The researchers collected preantral follicles and then matured them in a special cell culture medium. They compared eggs matured in a zinc deficient environment to those grown with normal levels of zinc. The researchers found that preantral zinc deficiency:
- Impaired the egg cell’s ability to properly divide (meiosis), which is a necessary step before successful fertilization can occur.
- Led to smaller and more immature egg cells early in development
- Hindered and disrupted growth of the cells
- Caused problems with development of somatic cells and elevated certain cell markers.
The new research shows that zinc plays an important role in oocyte growth at an earlier stage than previously investigated, which is during development and before division.

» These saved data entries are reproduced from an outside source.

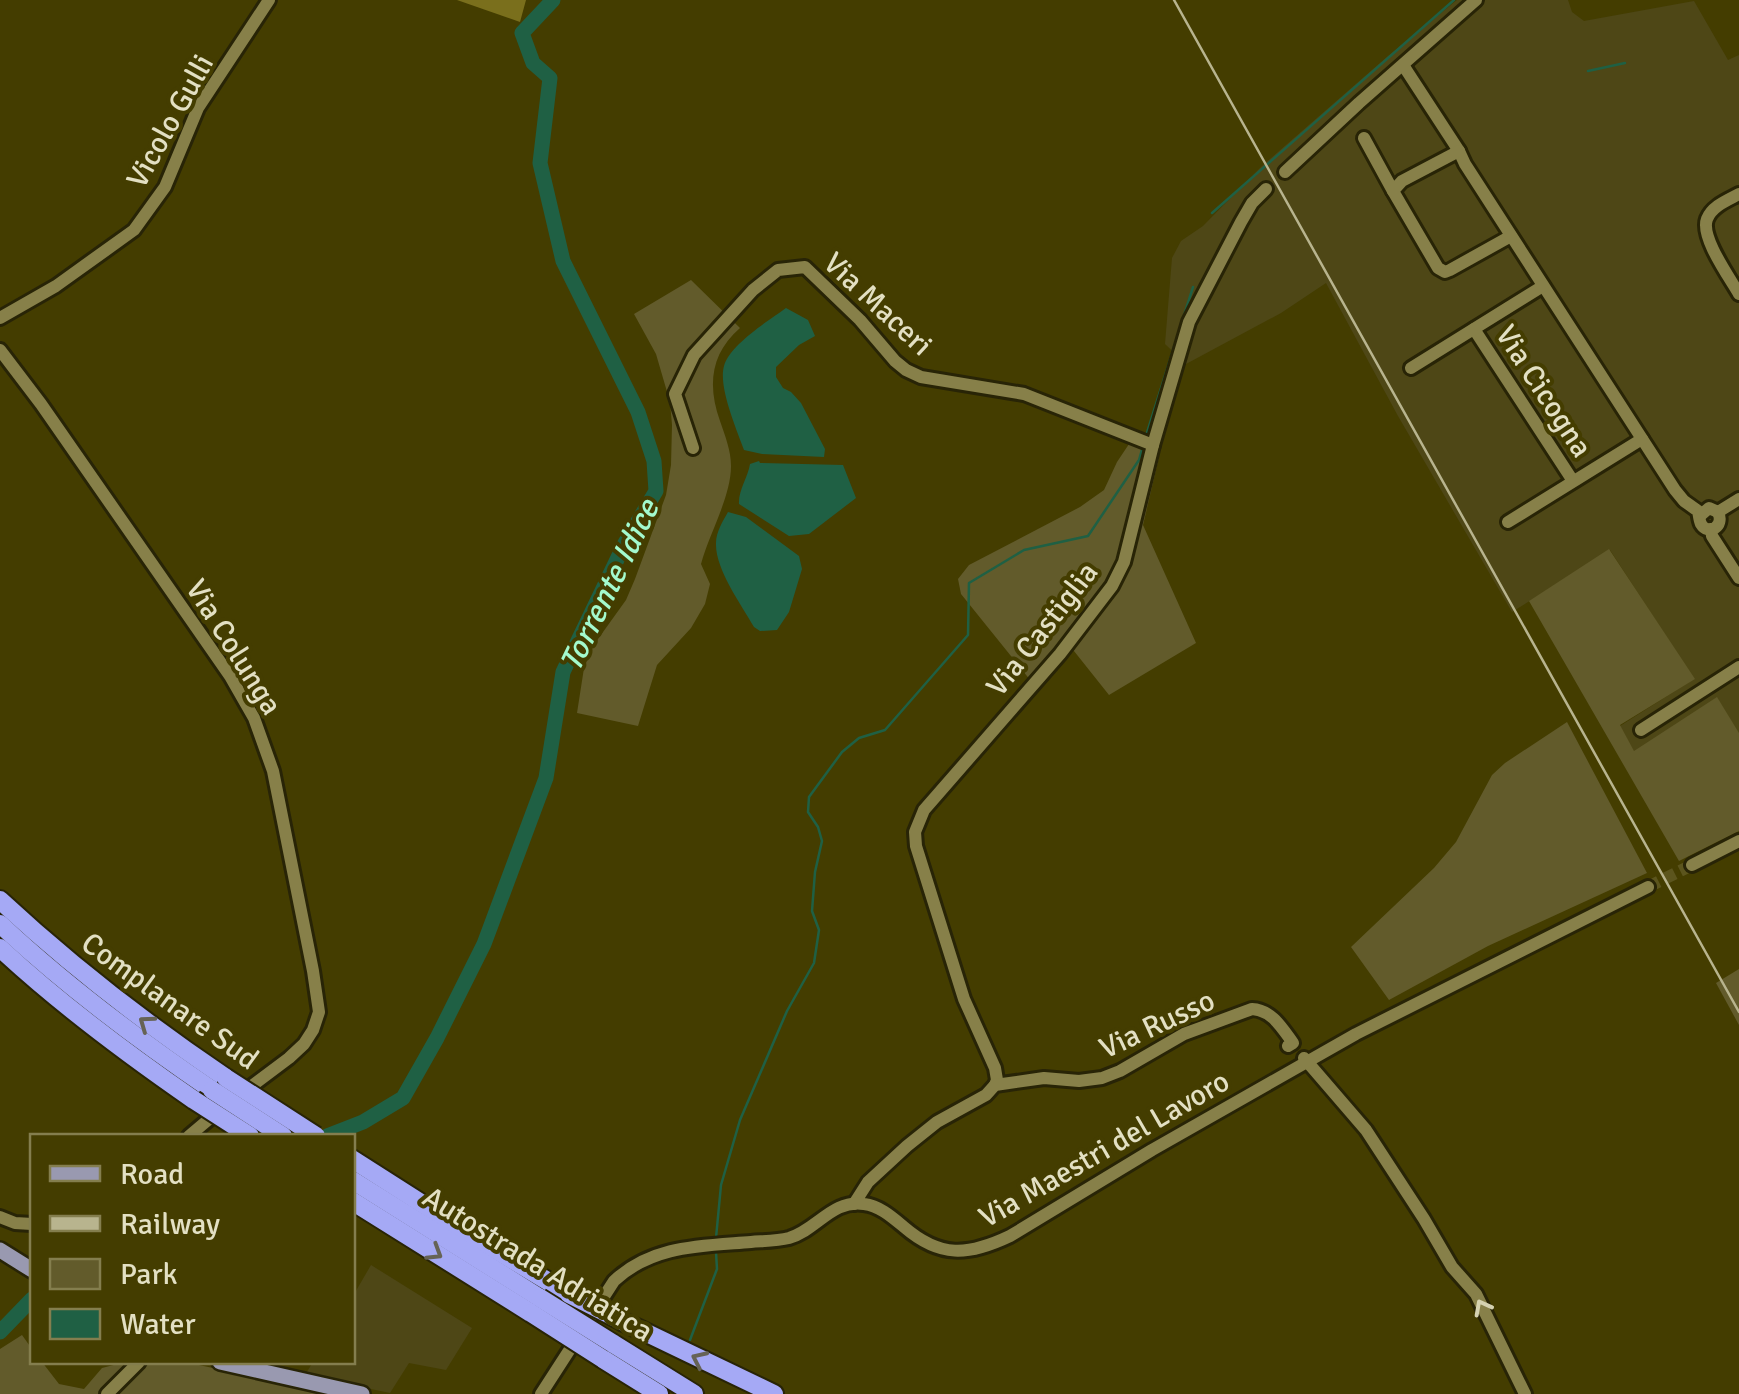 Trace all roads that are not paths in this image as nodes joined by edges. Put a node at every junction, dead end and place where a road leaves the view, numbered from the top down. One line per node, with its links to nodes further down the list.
1 (269, 0): 13 (street, Vicolo Gulli)
2 (1476, 0): 3 (street)
3 (1404, 65): 5 (street, Via Cicogna); 6 (street)
4 (1364, 138): 8 (street)
5 (1459, 151): 8 (street); 10 (street, Via Cicogna)
6 (1285, 172)
7 (1266, 189): 18 (street, Via Castiglia)
8 (1393, 191): 10 (street)
9 (1739, 194): 12 (street)
10 (1511, 236): 11 (street, Via Cicogna)
11 (1544, 286): 14 (street, Via Cicogna); 17 (street, Via Cicogna)
12 (1739, 294)
13 (0, 318)
14 (1474, 329): 16 (street, Via Cicogna); 20 (street, Via Cicogna)
15 (0, 350): 39 (street, Via Colunga)
16 (1411, 368)
17 (1642, 438): 20 (street, Via Cicogna); 23 (street, Via Cicogna)
18 (1147, 443): 19 (street, Via Maceri); 38 (street, Via Castiglia)
19 (693, 448)
20 (1573, 481): 24 (street, Via Cicogna)
21 (1739, 499): 22 (street)
22 (1718, 512): 23 (street); 25 (street)
23 (1701, 514): 25 (street, Via Cicogna)
24 (1508, 522)
25 (1710, 529): 26 (street, Via Cicogna)
26 (1739, 578)
27 (1739, 667): 28 (street)
28 (1641, 730)
29 (1739, 841): 30 (street)
30 (1692, 865)
31 (1648, 887): 36 (street, Via Maestri del Lavoro)
32 (0, 900): 37 (highway, Complanare Sud, one-way to 32)
33 (0, 924): 37 (highway)
34 (0, 948): 40 (highway, bridge)
35 (1288, 1046): 38 (street, Via Russo)
36 (1305, 1060): 47 (street, Via Maestri del Lavoro); 62 (street, one-way to 36)
37 (219, 1084): 41 (highway, bridge); 42 (highway, Complanare Sud, bridge)
38 (995, 1086): 44 (street, Via Russo)
39 (191, 1134)
40 (247, 1134)
41 (281, 1134)
42 (312, 1134)
43 (358, 1170): 52 (highway, Autostrada Adriatica); 61 (highway, one-way to 43, bridge)
44 (873, 1178): 46 (street, Via Russo); 47 (street)
45 (355, 1203): 52 (highway, Autostrada Adriatica, one-way to 52)
46 (854, 1204): 47 (street, Via Russo); 58 (street, Via Russo)
47 (870, 1205)
48 (0, 1217): 49 (street)
49 (30, 1224)
50 (0, 1250): 51 (main road)
51 (30, 1269)
52 (536, 1305): 53 (highway, Autostrada Adriatica, bridge)
53 (608, 1351): 59 (highway, Autostrada Adriatica); 60 (highway, Autostrada Adriatica)
54 (134, 1364): 56 (street)
55 (229, 1364): 57 (main road)
56 (107, 1394)
57 (362, 1394)
58 (541, 1394)
59 (659, 1394)
60 (694, 1394)
61 (774, 1394)
62 (1525, 1394) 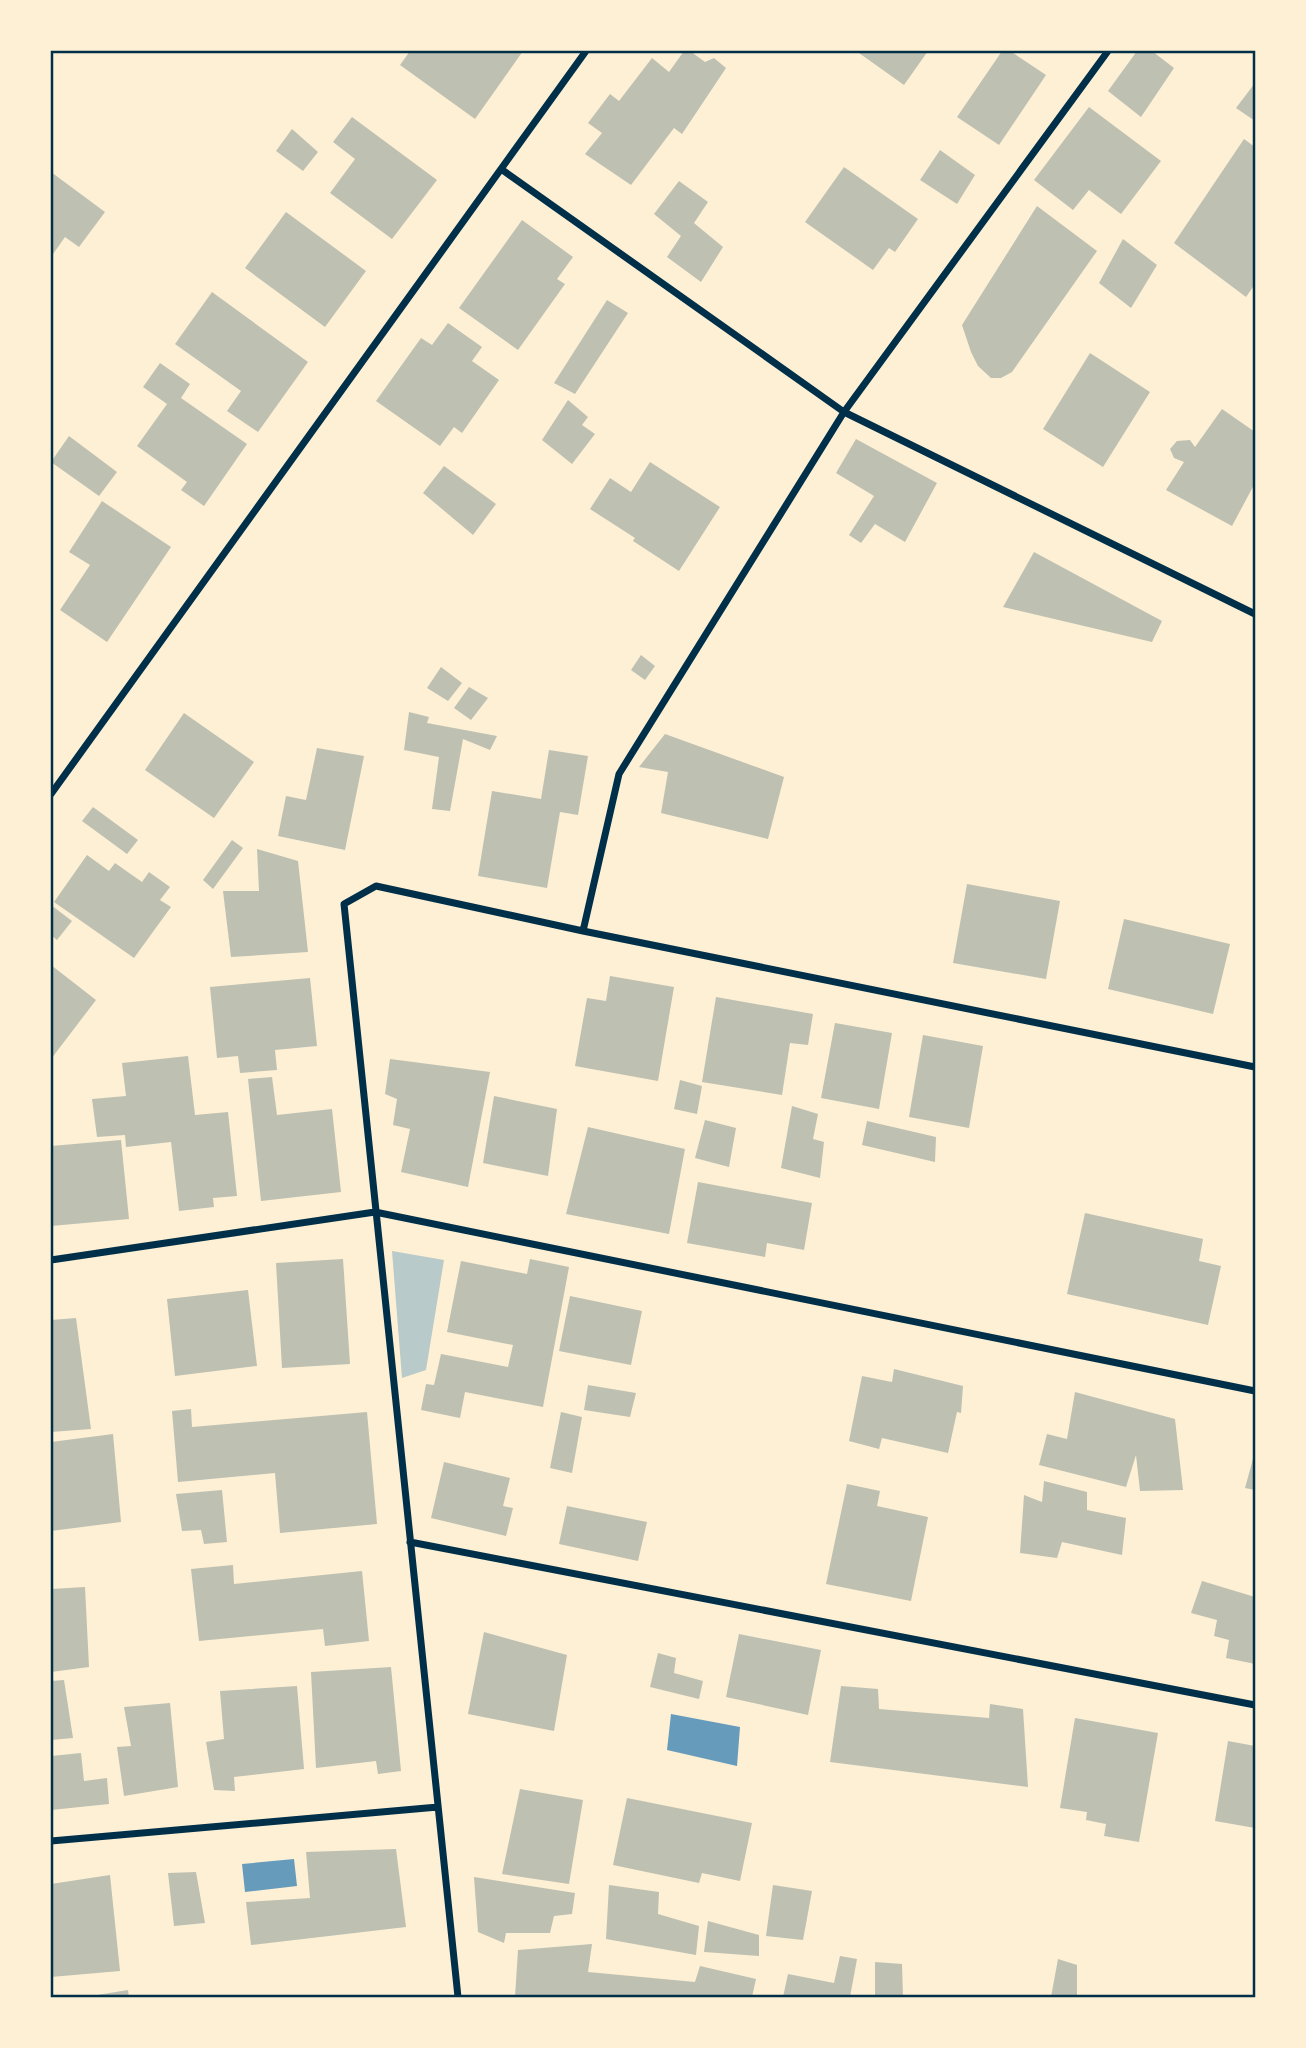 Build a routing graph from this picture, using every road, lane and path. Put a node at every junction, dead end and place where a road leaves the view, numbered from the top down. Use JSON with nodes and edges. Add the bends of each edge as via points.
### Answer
{"nodes":[{"id":1,"x":586,"y":51,"type":"edge"},
{"id":2,"x":1108,"y":51,"type":"edge"},
{"id":3,"x":501,"y":169,"type":"junction"},
{"id":4,"x":844,"y":412,"type":"junction"},
{"id":5,"x":1255,"y":614,"type":"edge"},
{"id":6,"x":51,"y":794,"type":"edge"},
{"id":7,"x":583,"y":931,"type":"junction"},
{"id":8,"x":1255,"y":1067,"type":"edge"},
{"id":9,"x":376,"y":1212,"type":"junction"},
{"id":10,"x":51,"y":1260,"type":"edge"},
{"id":11,"x":1255,"y":1391,"type":"edge"},
{"id":12,"x":410,"y":1542,"type":"junction"},
{"id":13,"x":1255,"y":1705,"type":"edge"},
{"id":14,"x":438,"y":1807,"type":"junction"},
{"id":15,"x":51,"y":1841,"type":"edge"},
{"id":16,"x":458,"y":1997,"type":"edge"}],
"edges":[{"from":1,"to":3,"type":"street"},
{"from":2,"to":4,"type":"street"},
{"from":3,"to":4,"type":"street"},
{"from":3,"to":6,"type":"street"},
{"from":4,"to":5,"type":"street"},
{"from":4,"to":7,"type":"street","via":[[619,774]]},
{"from":7,"to":8,"type":"street"},
{"from":7,"to":9,"type":"street","via":[[376,886],[344,904]]},
{"from":9,"to":10,"type":"street"},
{"from":9,"to":11,"type":"street"},
{"from":9,"to":12,"type":"street"},
{"from":12,"to":13,"type":"street"},
{"from":12,"to":14,"type":"street"},
{"from":14,"to":15,"type":"street"},
{"from":14,"to":16,"type":"street"}]} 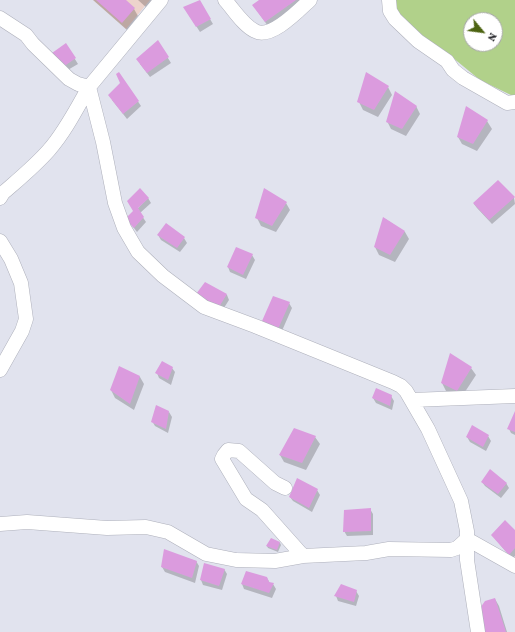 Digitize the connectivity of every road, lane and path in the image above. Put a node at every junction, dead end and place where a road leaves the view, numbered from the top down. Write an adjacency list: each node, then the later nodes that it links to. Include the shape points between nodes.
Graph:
1 (161, 0): 6 (street)
2 (225, 0): 3 (street, via 257,33 267,32 282,25)
3 (310, 0)
4 (389, 0): 7 (street, via 390,11 395,19 418,41 447,61 462,78 507,103)
5 (0, 18): 6 (street, via 26,34 69,79)
6 (89, 87): 8 (street, via 71,119 49,149); 12 (street, via 115,203 124,228 138,252 163,276 204,306 393,382 401,386)
7 (515, 102)
8 (0, 198)
9 (0, 241): 10 (street, via 21,282 26,320)
10 (0, 370)
11 (515, 396): 12 (street)
12 (412, 400): 15 (street, via 461,501)
13 (285, 488): 16 (street, via 275,483 239,451 228,450 224,455 222,460 246,499 262,510)
14 (0, 524): 16 (street, via 27,522 107,528 146,527 168,532 206,554 236,560 275,561)
15 (467, 539): 16 (street, via 451,550 389,549 366,553); 17 (street); 18 (street, via 467,560)
16 (303, 556)
17 (515, 566)
18 (478, 632)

The research also showed why preconception nutrients are needed months before the eggs fully develop to give the best outcomes for a healthy pregnancy.
It is estimated that about 17 percent of the global population may be deficient in zinc, due to poor dietary intake their diet. But the estimate may not include cases of marginal zinc deficiency, where people may be getting zinc in their diet, but not enough for their recommended levels. People that are more susceptible to zinc deficiency are those with dietary and disease factors such as irritable bowel syndrome, Crohn’s disease, gastrointestinal disorders and liver disease, those with eating disorders, those with certain dietary restrictions, such as vegetarians or vegans, who may not then be taking supplemental zinc.
Preconception planning, care and management is so important for a healthy pregnancy to occur and should start months before trying to conceive. This is to ensure that the sperm are in optimal health and quality and also to make sure that the egg quality is optimal and in the best quality it can be as well. This is what I do for all my fertility patients and is a crucial part in the high success of my fertility program that has now helped over 12,500 babies into the world.